After graduation he started working as an advisor in the field of legal issues and administration at the Center for International Cooperation and Sustainable Development, whose president is Vuk Jeremić.

He was part of Jeremić's team during his candidature for the position of the secretary-general of the United Nations.

He is the manager of the "Mihailo Miško Jeremić" Foundation, which was founded by Vuk Jeremić.

=== Political career ===
In October 2017 at the founding assembly of the People's Party, he was elected secretary general of the party. In January 2021, he was elected spokesperson of the party.

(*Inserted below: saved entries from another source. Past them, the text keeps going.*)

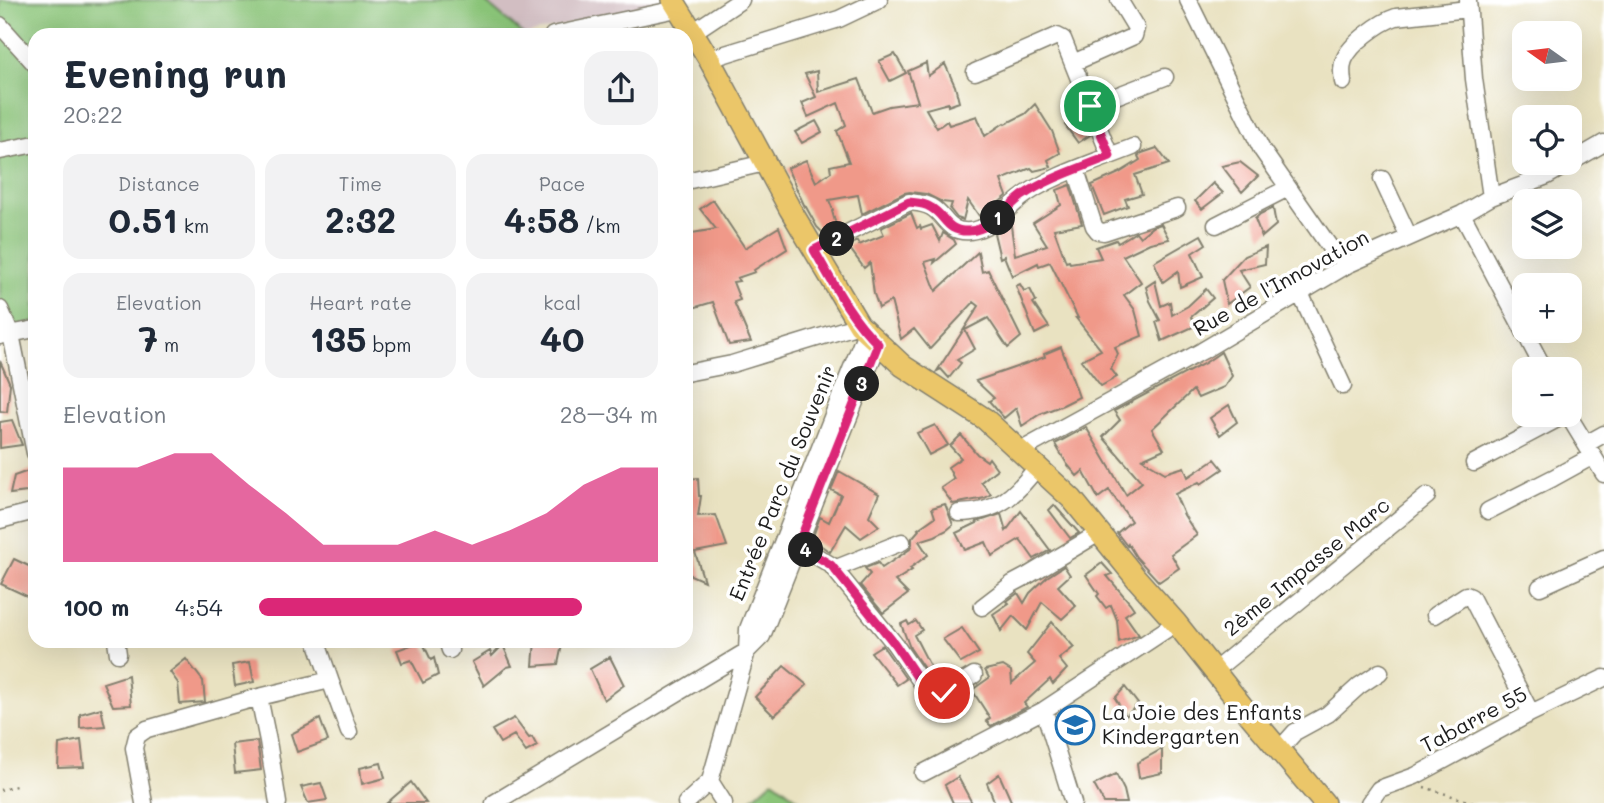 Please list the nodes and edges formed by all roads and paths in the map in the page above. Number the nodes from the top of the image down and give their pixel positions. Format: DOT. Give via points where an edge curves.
graph roads {
  1 [pos="741,0"];
  2 [pos="879,0"];
  3 [pos="1118,0"];
  4 [pos="1188,0"];
  5 [pos="675,4"];
  6 [pos="1468,5"];
  7 [pos="0,25"];
  8 [pos="581,28"];
  9 [pos="690,28"];
  10 [pos="693,32"];
  11 [pos="28,56"];
  12 [pos="709,60"];
  13 [pos="1073,63"];
  14 [pos="975,72"];
  15 [pos="1165,77"];
  16 [pos="1343,82"];
  17 [pos="1090,106"];
  18 [pos="1604,143"];
  19 [pos="28,145"];
  20 [pos="1133,146"];
  21 [pos="0,151"];
  22 [pos="1110,156"];
  23 [pos="765,163"];
  24 [pos="1076,170"];
  25 [pos="693,179"];
  26 [pos="1382,179"];
  27 [pos="1288,188"];
  28 [pos="1491,197"];
  29 [pos="1177,208"];
  30 [pos="1462,214"];
  31 [pos="1216,225"];
  32 [pos="1409,237"];
  33 [pos="814,250"];
  34 [pos="1347,265"];
  35 [pos="1300,293"];
  36 [pos="0,309"];
  37 [pos="28,330"];
  38 [pos="868,333"];
  39 [pos="6,335"];
  40 [pos="1538,357"];
  41 [pos="693,372"];
  42 [pos="1343,386"];
  43 [pos="28,425"];
  44 [pos="1543,427"];
  45 [pos="1574,427"];
  46 [pos="1604,434"];
  47 [pos="1589,450"];
  48 [pos="1020,451"];
  49 [pos="1474,463"];
  50 [pos="1037,467"];
  51 [pos="1604,474"];
  52 [pos="1427,496"];
  53 [pos="1488,511"];
  54 [pos="28,513"];
  55 [pos="959,513"];
  56 [pos="0,520"];
  57 [pos="1099,533"];
  58 [pos="902,542"];
  59 [pos="798,545"];
  60 [pos="1604,558"];
  61 [pos="834,569"];
  62 [pos="1540,587"];
  63 [pos="982,607"];
  64 [pos="1435,615"];
  65 [pos="1176,623"];
  66 [pos="319,648"];
  67 [pos="747,651"];
  68 [pos="1214,671"];
  69 [pos="1380,671"];
  70 [pos="974,675"];
  71 [pos="1604,678"];
  72 [pos="330,680"];
  73 [pos="259,697"];
  74 [pos="1044,710"];
  75 [pos="1531,713"];
  76 [pos="349,732"];
  77 [pos="1279,750"];
  78 [pos="923,773"];
  79 [pos="710,781"];
  80 [pos="16,786"];
  81 [pos="1425,788"];
  82 [pos="0,790"];
  83 [pos="144,803"];
  84 [pos="278,803"];
  85 [pos="494,803"];
  86 [pos="686,803"];
  87 [pos="724,803"];
  88 [pos="1073,803"];
  89 [pos="1324,803"];
  90 [pos="1369,803"];
  91 [pos="1474,803"];
  1 -- 10 [label="street"];
  2 -- 12 [label="street" via="839,19"];
  3 -- 13 [label="street" via="1136,28 1135,34"];
  4 -- 27 [label="street" via="1262,150"];
  5 -- 8 [label="street"];
  5 -- 9 [label="main road"];
  6 -- 16 [label="street" via="1396,16 1376,25 1345,57"];
  6 -- 28 [label="street"];
  7 -- 11 [label="street"];
  10 -- 12 [label="main road"];
  12 -- 23 [label="main road"];
  13 -- 14 [label="street" via="1063,39 1057,36"];
  13 -- 17 [label="street"];
  15 -- 17 [label="street"];
  17 -- 22 [label="street"];
  18 -- 28 [label="street, Rue de l'Innovation" via="1547,176"];
  19 -- 21 [label="street"];
  20 -- 22 [label="street"];
  22 -- 24 [label="street"];
  23 -- 25 [label="street"];
  23 -- 33 [label="main road"];
  24 -- 29 [label="street" via="1098,231"];
  24 -- 33 [label="street" via="1022,197 981,228 956,229 933,208 909,202"];
  26 -- 32 [label="street"];
  27 -- 31 [label="street"];
  27 -- 34 [label="street"];
  28 -- 30 [label="street, Rue de l'Innovation"];
  30 -- 32 [label="street, Rue de l'Innovation"];
  30 -- 40 [label="street"];
  32 -- 34 [label="street, Rue de l'Innovation"];
  33 -- 38 [label="main road"];
  34 -- 35 [label="street, Rue de l'Innovation"];
  35 -- 42 [label="street"];
  35 -- 48 [label="street, Rue de l'Innovation"];
  36 -- 39 [label="street"];
  37 -- 39 [label="street"];
  38 -- 41 [label="street"];
  38 -- 48 [label="main road" via="903,366 985,419"];
  38 -- 59 [label="street, Entrée Parc du Souvenir"];
  38 -- 67 [label="street, Entrée Parc du Souvenir" via="748,629"];
  39 -- 43 [label="street"];
  44 -- 49 [label="street"];
  45 -- 47 [label="street"];
  46 -- 47 [label="street"];
  47 -- 51 [label="street"];
  47 -- 53 [label="street" via="1553,478"];
  48 -- 50 [label="main road"];
  50 -- 55 [label="street" via="1010,497 985,511"];
  50 -- 57 [label="main road" via="1072,499"];
  52 -- 68 [label="street, 2ème Impasse Marc"];
  54 -- 56 [label="street"];
  57 -- 63 [label="street"];
  57 -- 65 [label="main road"];
  58 -- 61 [label="street"];
  59 -- 61 [label="street"];
  59 -- 67 [label="street, Entrée Parc du Souvenir" via="762,636"];
  60 -- 62 [label="street"];
  61 -- 70 [label="street" via="923,686 944,693"];
  64 -- 75 [label="street" via="1466,595 1471,597"];
  65 -- 68 [label="main road"];
  65 -- 74 [label="street"];
  66 -- 72 [label="street"];
  67 -- 79 [label="street, Entrée Parc du Souvenir"];
  67 -- 85 [label="street"];
  68 -- 77 [label="main road"];
  69 -- 77 [label="street" via="1328,714 1295,732"];
  71 -- 75 [label="street, Tabarre 55"];
  72 -- 73 [label="street"];
  72 -- 76 [label="street"];
  73 -- 83 [label="street" via="142,731 134,748"];
  73 -- 84 [label="street"];
  74 -- 78 [label="street"];
  74 -- 88 [label="street"];
  75 -- 90 [label="street, Tabarre 55" via="1415,776 1379,789"];
  77 -- 89 [label="main road"];
  79 -- 86 [label="street"];
  79 -- 87 [label="street"];
  80 -- 82 [label="path"];
  81 -- 91 [label="path"];
} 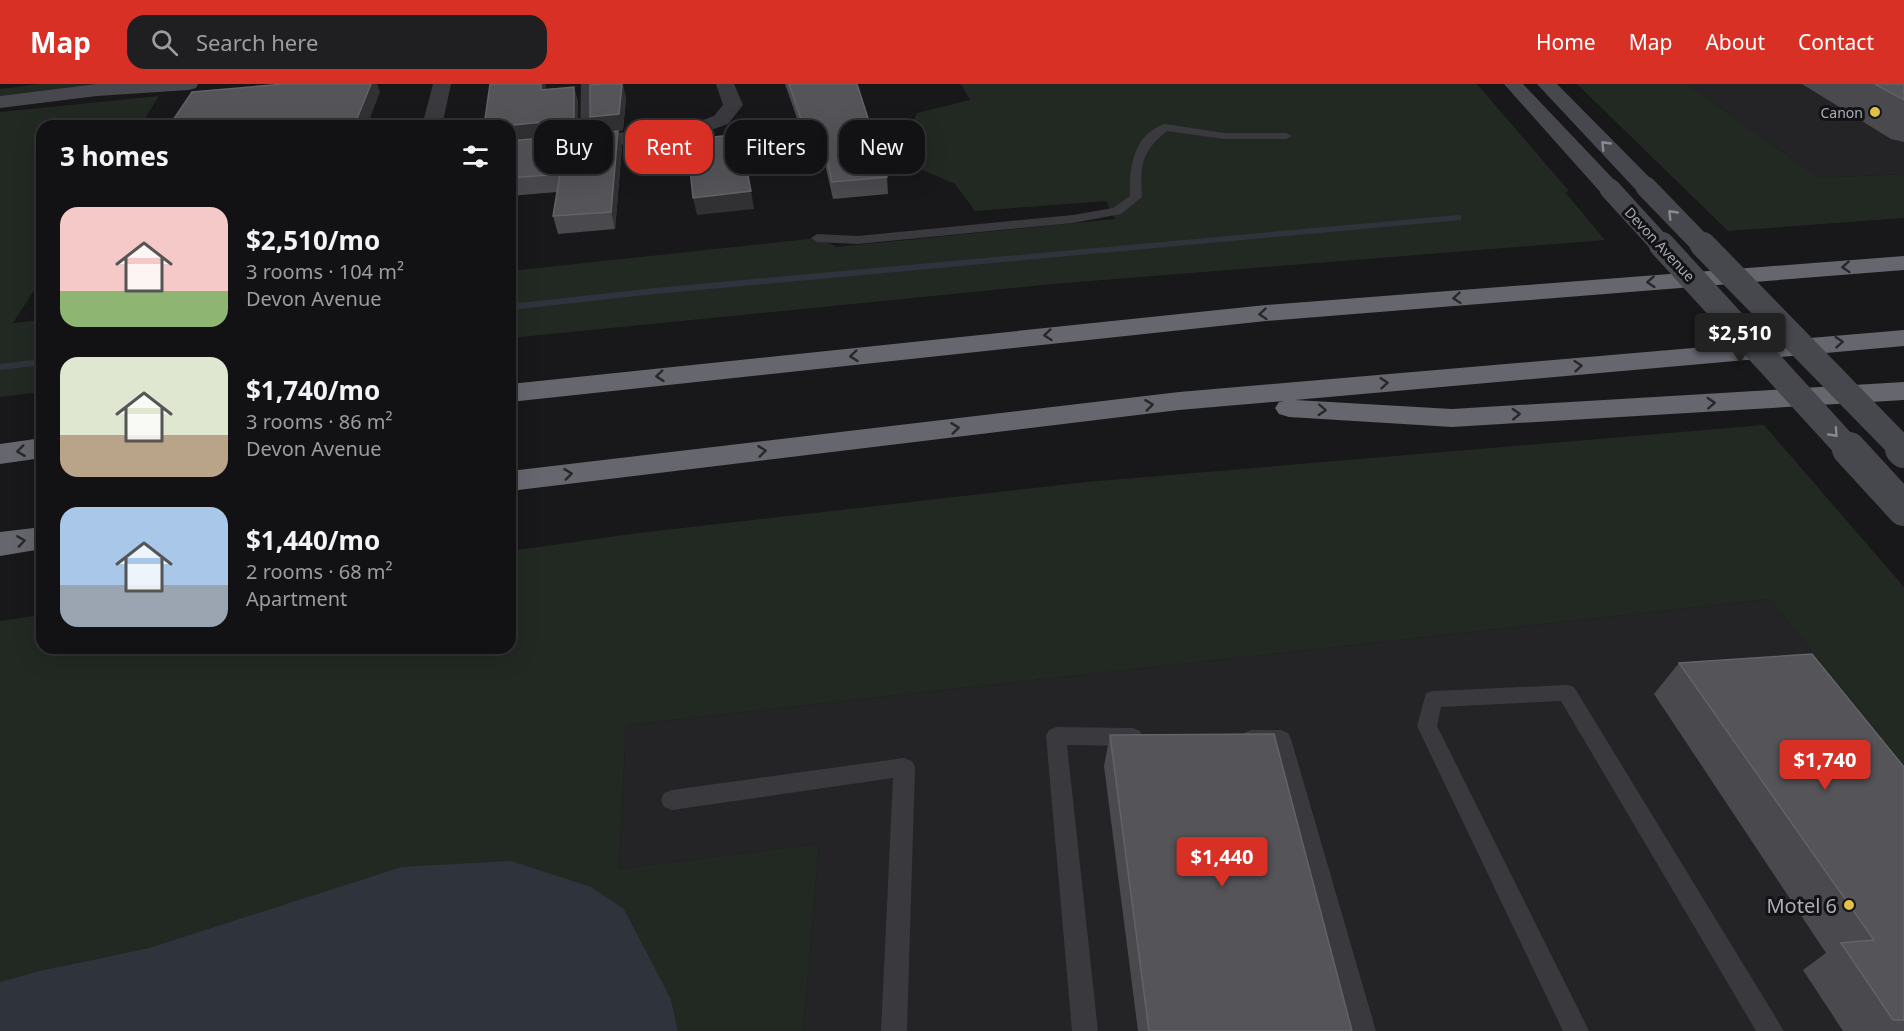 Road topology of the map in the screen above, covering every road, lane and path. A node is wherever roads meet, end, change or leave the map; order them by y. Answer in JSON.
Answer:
{"nodes":[{"id":1,"x":189,"y":84,"type":"edge"},
{"id":2,"x":442,"y":84,"type":"edge"},
{"id":3,"x":586,"y":84,"type":"edge"},
{"id":4,"x":725,"y":84,"type":"edge"},
{"id":5,"x":1513,"y":84,"type":"edge"},
{"id":6,"x":1546,"y":84,"type":"edge"},
{"id":7,"x":0,"y":102,"type":"edge"},
{"id":8,"x":433,"y":120,"type":"edge"},
{"id":9,"x":586,"y":120,"type":"edge"},
{"id":10,"x":1286,"y":136,"type":"dead end"},
{"id":11,"x":613,"y":139,"type":"edge"},
{"id":12,"x":534,"y":147,"type":"edge"},
{"id":13,"x":516,"y":149,"type":"edge"},
{"id":14,"x":817,"y":238,"type":"dead end"},
{"id":15,"x":1904,"y":262,"type":"edge"},
{"id":16,"x":1904,"y":338,"type":"edge"},
{"id":17,"x":1904,"y":391,"type":"edge"},
{"id":18,"x":516,"y":392,"type":"edge"},
{"id":19,"x":1179,"y":401,"type":"junction"},
{"id":20,"x":36,"y":449,"type":"edge"},
{"id":21,"x":1904,"y":451,"type":"edge"},
{"id":22,"x":0,"y":454,"type":"edge"},
{"id":23,"x":516,"y":480,"type":"edge"},
{"id":24,"x":1904,"y":509,"type":"edge"},
{"id":25,"x":36,"y":539,"type":"edge"},
{"id":26,"x":0,"y":544,"type":"edge"},
{"id":27,"x":1150,"y":738,"type":"edge"},
{"id":28,"x":1233,"y":739,"type":"edge"},
{"id":29,"x":672,"y":800,"type":"dead end"},
{"id":30,"x":894,"y":1031,"type":"edge"},
{"id":31,"x":1085,"y":1031,"type":"edge"},
{"id":32,"x":1363,"y":1031,"type":"edge"},
{"id":33,"x":1576,"y":1031,"type":"edge"},
{"id":34,"x":1771,"y":1031,"type":"edge"}],
"edges":[{"from":1,"to":7,"type":"main road"},
{"from":2,"to":8,"type":"street"},
{"from":3,"to":9,"type":"lane"},
{"from":4,"to":11,"type":"street"},
{"from":5,"to":24,"type":"main road","name":"Devon Avenue","one_way":true,"bridge":true},
{"from":21,"to":6,"type":"main road","name":"Devon Avenue","one_way":true,"bridge":true},
{"from":10,"to":14,"type":"lane"},
{"from":12,"to":13,"type":"street"},
{"from":15,"to":18,"type":"highway","one_way":true},
{"from":19,"to":16,"type":"highway","one_way":true},
{"from":19,"to":17,"type":"highway","one_way":true},
{"from":23,"to":19,"type":"highway","one_way":true},
{"from":20,"to":22,"type":"highway","one_way":true},
{"from":26,"to":25,"type":"highway","one_way":true},
{"from":27,"to":31,"type":"lane"},
{"from":28,"to":32,"type":"lane"},
{"from":29,"to":30,"type":"lane"},
{"from":33,"to":34,"type":"lane"}]} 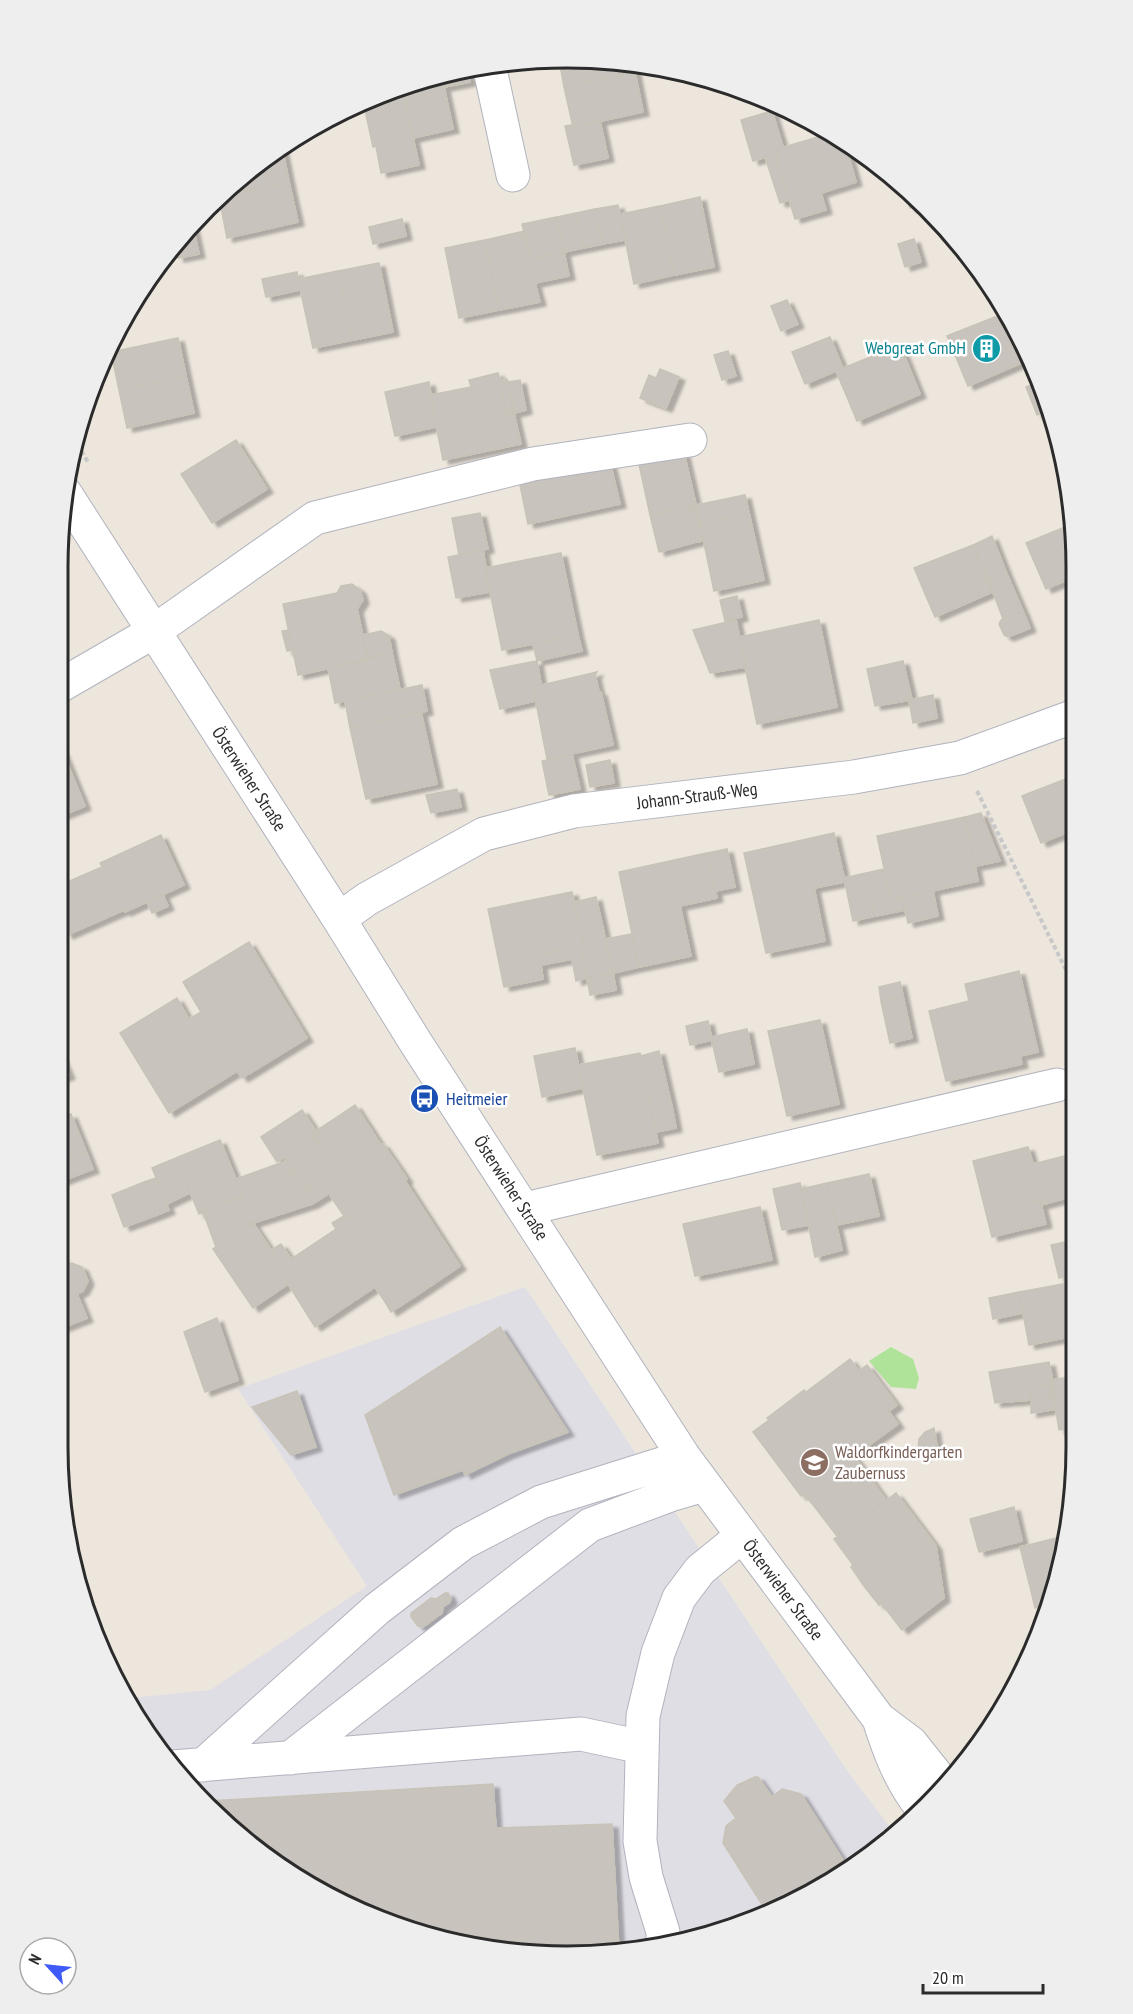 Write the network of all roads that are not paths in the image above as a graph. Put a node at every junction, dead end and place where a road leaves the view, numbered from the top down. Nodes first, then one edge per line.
1 (491, 74) edge
2 (513, 175) dead end
3 (690, 440) dead end
4 (72, 504) edge
5 (153, 632) junction
6 (68, 681) edge
7 (1066, 719) edge
8 (339, 918) junction
9 (1057, 1085) dead end
10 (525, 1209) junction
11 (684, 1457) junction
12 (704, 1485) junction
13 (742, 1536) junction
14 (879, 1719) junction
15 (642, 1747) junction
16 (290, 1758) junction
17 (188, 1766) edge
18 (940, 1779) edge
19 (917, 1802) edge
20 (663, 1937) edge

1 - 2 street
3 - 5 street
4 - 5 street, Österwieher Straße
5 - 6 street
5 - 8 street, Österwieher Straße
7 - 8 street, Johann-Strauß-Weg
8 - 10 street, Österwieher Straße
9 - 10 street
10 - 11 street, Österwieher Straße
11 - 12 street, Österwieher Straße
11 - 17 street
12 - 13 street, Österwieher Straße
12 - 16 street
13 - 14 street, Österwieher Straße
13 - 15 street
14 - 18 street, Österwieher Straße
14 - 19 street, Österwieher Straße
15 - 16 street
15 - 20 street
16 - 17 street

In the 2022 general election the People's Party contested as part of the United for the Victory of Serbia alliance and Jovanović was elected MP. Following the constitution of the National Assembly, Jovanović was named the deputy head of the People's Party parliamentary group. After their leader of parliamentary group Miroslav Aleksić left People's Party in August 2023, Jovanović was named the head of the parliamentary group.